権記そして枕草子

行成側の史料には清少納言に関する情報って
出てこないみたいなんですよね。
権記にも出てくる様子はありません。
ほんの少ししか読んでないけれど。
あれは故実に合っている、それは礼にかなってない、
などといちいちに小姑のごとく細かくチェックしている
権記の行成さんですが、
枕草子だと、なんだかちょっとへんな人です。
長徳4年3月3日
昨夕、内裏に候宿した。今日と明日は一条天皇の御物忌である。
という記述があった。
はて、これはかの「夜をこめて」の日付だろうか?

頭の弁(=行成くん)が、職にいらして、おしゃべりしていたら、
深夜になってしまった。
「明日は御物忌だから、遅くならないうちに行かないと」
と言って、戻って行かれた。
次の日、朝早くに文をよこしたのだけれど、
どこから突っ込めばいいのか。
まず紙が役所の事務用紙。
「今日は心残りです。
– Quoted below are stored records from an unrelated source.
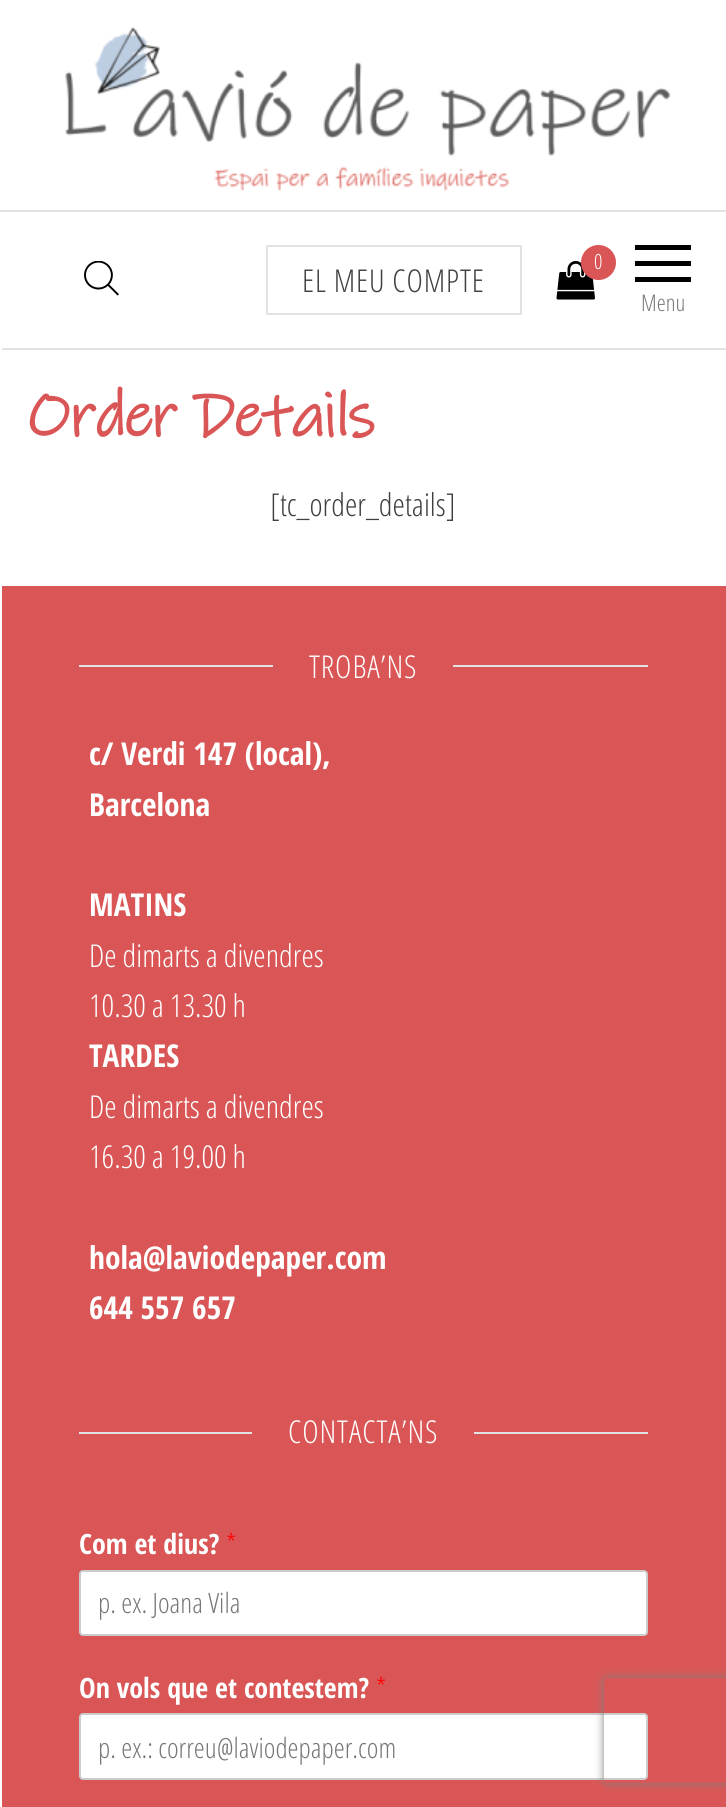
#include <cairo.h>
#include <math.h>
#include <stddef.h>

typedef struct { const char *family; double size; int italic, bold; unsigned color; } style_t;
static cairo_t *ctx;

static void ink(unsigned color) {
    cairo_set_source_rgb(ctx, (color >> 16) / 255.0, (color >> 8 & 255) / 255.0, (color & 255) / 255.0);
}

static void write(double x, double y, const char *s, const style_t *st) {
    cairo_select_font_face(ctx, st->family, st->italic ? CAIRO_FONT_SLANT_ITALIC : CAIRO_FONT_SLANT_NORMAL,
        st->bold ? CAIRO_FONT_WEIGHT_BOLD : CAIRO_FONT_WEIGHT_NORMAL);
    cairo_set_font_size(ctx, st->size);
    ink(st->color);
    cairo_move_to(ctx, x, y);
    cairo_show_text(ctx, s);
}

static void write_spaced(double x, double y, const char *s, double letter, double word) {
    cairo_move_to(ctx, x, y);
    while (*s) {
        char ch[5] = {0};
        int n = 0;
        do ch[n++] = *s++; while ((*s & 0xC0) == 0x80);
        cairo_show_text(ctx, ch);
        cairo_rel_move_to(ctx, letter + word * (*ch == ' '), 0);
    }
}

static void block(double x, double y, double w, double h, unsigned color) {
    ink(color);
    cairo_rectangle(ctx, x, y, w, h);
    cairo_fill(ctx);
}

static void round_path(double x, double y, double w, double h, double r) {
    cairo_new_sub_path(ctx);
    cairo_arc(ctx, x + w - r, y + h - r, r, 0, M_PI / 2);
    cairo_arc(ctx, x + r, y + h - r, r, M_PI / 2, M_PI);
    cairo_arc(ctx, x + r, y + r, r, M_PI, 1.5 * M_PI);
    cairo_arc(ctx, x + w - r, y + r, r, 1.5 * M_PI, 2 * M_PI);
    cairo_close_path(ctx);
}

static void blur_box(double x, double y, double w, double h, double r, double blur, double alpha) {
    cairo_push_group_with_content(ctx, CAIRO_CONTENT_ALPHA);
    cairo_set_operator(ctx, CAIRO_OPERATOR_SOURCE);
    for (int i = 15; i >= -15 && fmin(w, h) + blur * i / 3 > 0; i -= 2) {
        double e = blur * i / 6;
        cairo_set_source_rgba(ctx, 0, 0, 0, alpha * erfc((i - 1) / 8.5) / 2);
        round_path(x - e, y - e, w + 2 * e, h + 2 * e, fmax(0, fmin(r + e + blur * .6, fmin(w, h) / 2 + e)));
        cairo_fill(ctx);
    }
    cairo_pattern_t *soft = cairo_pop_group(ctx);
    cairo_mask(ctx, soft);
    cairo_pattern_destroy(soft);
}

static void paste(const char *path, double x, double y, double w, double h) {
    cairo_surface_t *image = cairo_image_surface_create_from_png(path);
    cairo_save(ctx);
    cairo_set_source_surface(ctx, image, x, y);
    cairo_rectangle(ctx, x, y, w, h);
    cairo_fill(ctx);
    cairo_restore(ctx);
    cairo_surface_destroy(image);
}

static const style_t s1 = {"Open Sans Condensed Light", 21, 0, 0, 0xffffff};
static const style_t s2 = {"Open Sans Condensed Light", 23, 0, 0, 0x777777};
static const style_t s3 = {"Open Sans Condensed Light", 31.5, 0, 0, 0x404040};
static const style_t s4 = {"Open Sans Condensed", 31.5, 0, 1, 0xffffff};
static const style_t s5 = {"Open Sans Condensed Light", 31.5, 0, 0, 0xffffff};
static const style_t s6 = {"Open Sans Condensed", 28, 0, 1, 0xffffff};
static const style_t s7 = {"Open Sans Condensed Light", 28, 0, 0, 0xff0000};
static const style_t s8 = {"Open Sans Condensed Light", 28, 0, 0, 0x777777};

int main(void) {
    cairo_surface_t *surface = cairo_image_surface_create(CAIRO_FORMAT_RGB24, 726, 1807);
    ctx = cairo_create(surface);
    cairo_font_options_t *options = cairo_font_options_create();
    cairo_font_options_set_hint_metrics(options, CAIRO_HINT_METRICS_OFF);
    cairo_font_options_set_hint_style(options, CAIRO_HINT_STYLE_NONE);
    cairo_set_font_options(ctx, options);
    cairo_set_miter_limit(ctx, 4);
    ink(0xffffff);
    cairo_paint(ctx);
    paste("pic1.png", 65, 27, 606, 164);
    block(0, 210, 726, 2, 0xe2e2e2);
    block(0, 348, 726, 2, 0xe2e2e2);
    paste("pic2.png", 84, 261, 35, 35);
    paste("pic3.png", 556, 261, 39, 39);
    ink(0xda5656);
    cairo_arc(ctx, 598.5, 262.5, 17.5, 0, 2 * M_PI);
    cairo_fill(ctx);
    write(594, 269, "0", &s1);
    block(635, 245, 56, 5, 0x000000);
    block(635, 261, 56, 5, 0x000000);
    block(635, 277, 56, 5, 0x000000);
    cairo_rectangle(ctx, 267, 246, 254, 68);
    ink(0xe2e2e2);
    cairo_stroke(ctx);
    cairo_set_font_size(ctx, 31.5);
    ink(0x404040);
    write_spaced(302, 292, "EL MEU COMPTE", 0.9, 0);
    write(641, 311, "Menu", &s2);
    block(0, 348, 2, 2, 0xffffff);
    cairo_select_font_face(ctx, "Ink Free", CAIRO_FONT_SLANT_NORMAL, CAIRO_FONT_WEIGHT_BOLD);
    cairo_set_font_size(ctx, 63);
    ink(0xda5656);
    write_spaced(26, 436, "Order Details", -1.25, 0);
    write(270, 516, "[tc_order_details]", &s3);
    block(2, 586, 724, 1221, 0xda5656);
    block(79, 665, 569, 2, 0xe2e2e2);
    block(273, 665, 180, 2, 0xda5656);
    ink(0xffffff);
    write_spaced(309, 678, "TROBA’NS", 0.9, 0);
    write(89, 765, "c/ Verdi 147 (local),", &s4);
    write(89, 816, "Barcelona", &s4);
    write(89, 916, "MATINS", &s4);
    write(89, 967, "De dimarts a divendres", &s5);
    write(89, 1017, "10.30 a 13.30 h", &s5);
    write(89, 1067, "TARDES", &s4);
    write(89, 1118, "De dimarts a divendres", &s5);
    write(89, 1168, "16.30 a 19.00 h", &s5);
    write(89, 1269, "hola@laviodepaper.com", &s4);
    write(89, 1319, "644 557 657", &s4);
    block(79, 1432, 569, 2, 0xe2e2e2);
    block(252, 1432, 222, 2, 0xda5656);
    cairo_select_font_face(ctx, "Open Sans Condensed Light", CAIRO_FONT_SLANT_NORMAL, CAIRO_FONT_WEIGHT_NORMAL);
    ink(0xffffff);
    write_spaced(288, 1443, "CONTACTA’NS", 0.9, 0);
    write(79, 1554, "Com et dius?", &s6);
    write(226, 1554, "*", &s7);
    ink(0xffffff);
    round_path(80, 1571, 567, 64, 3);
    cairo_fill_preserve(ctx);
    ink(0xcccccc);
    cairo_stroke(ctx);
    write(98, 1613, "p. ex. Joana Vila", &s8);
    write(79, 1698, "On vols que et contestem?", &s6);
    write(376, 1698, "*", &s7);
    ink(0xffffff);
    round_path(80, 1714, 567, 65, 3);
    cairo_fill_preserve(ctx);
    ink(0xcccccc);
    cairo_stroke(ctx);
    write(98, 1758, "p. ex.: correu@laviodepaper.com", &s8);
    cairo_save(ctx);
    cairo_set_fill_rule(ctx, CAIRO_FILL_RULE_EVEN_ODD);
    cairo_new_path(ctx);
    cairo_move_to(ctx, 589, 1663);
    cairo_line_to(ctx, 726, 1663);
    cairo_line_to(ctx, 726, 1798);
    cairo_line_to(ctx, 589, 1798);
    cairo_close_path(ctx);
    cairo_move_to(ctx, 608, 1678);
    cairo_line_to(ctx, 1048, 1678);
    cairo_curve_to(ctx, 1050, 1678, 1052, 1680, 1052, 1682);
    cairo_line_to(ctx, 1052, 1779);
    cairo_curve_to(ctx, 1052, 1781, 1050, 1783, 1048, 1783);
    cairo_line_to(ctx, 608, 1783);
    cairo_curve_to(ctx, 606, 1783, 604, 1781, 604, 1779);
    cairo_line_to(ctx, 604, 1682);
    cairo_curve_to(ctx, 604, 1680, 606, 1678, 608, 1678);
    cairo_close_path(ctx);
    cairo_clip(ctx);
    ink(0x808080);
    blur_box(604, 1678, 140, 105, 4, 4.5, 1);
    cairo_restore(ctx);
    cairo_surface_write_to_png(surface, "screenshot.png");
    cairo_font_options_destroy(options);
    cairo_destroy(ctx);
    cairo_surface_destroy(surface);
    return 0;
}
夜通し色々お話したかったのですが
鶏の声がしたので」まあ、だいたいこういう内容。
事務用紙なのに後朝みたいな。
ナニカあったわけではありません!
それに夜中に帰ったのだから、鶏が鳴くはずもなし。
にしても、やはり手蹟は見事。
返事に「深夜に鳴く鳥というのは孟嘗君でしょうか」
さらに「孟嘗君は鶏の鳴きまねで、
函谷関を開かせて、関所を抜けたといいますが
この場合、逢坂の関ですw」というので
「夜をこめて鳥の空音ははかるとも世に逢坂の関はゆるさじ
よくできた関守がいるのです」と送った。
そしたら返事に
「逢坂は人越えやすき関なれば鳥鳴かぬにも開けて待つとか」
と、一連の手紙のやり取り、
最初のは、定子さまの弟の僧都の君に
どうしてもと頼まれて差し上げた。
土下座されちゃったよ、ヒー。
あとのは定子さまに。
それにしても、逢坂の歌、、
たしかにリアル逢坂の関は、あけっぱだけど、
人をサセ子呼ばわりするかよ!
返事などできるかオラァになってしまった。むー、イカン。
(あと後日談で、行成が清少納言の歌を
皆に見せたら感心していたよ、というのを清少納言が喜び、
清少納言は行成の歌は誰にも見せないでおいたわよ、
と言ったのを行成が喜ぶという様子が出てくる。)

物忌前日の宿直、という符合はありますが、
まあ、そんな日はいくらでもあったかもしれません。
現代語訳はもっと顔文字使って、
今風ブログっぽくしたかったのですが、
顔文字はよく分からないので、無念。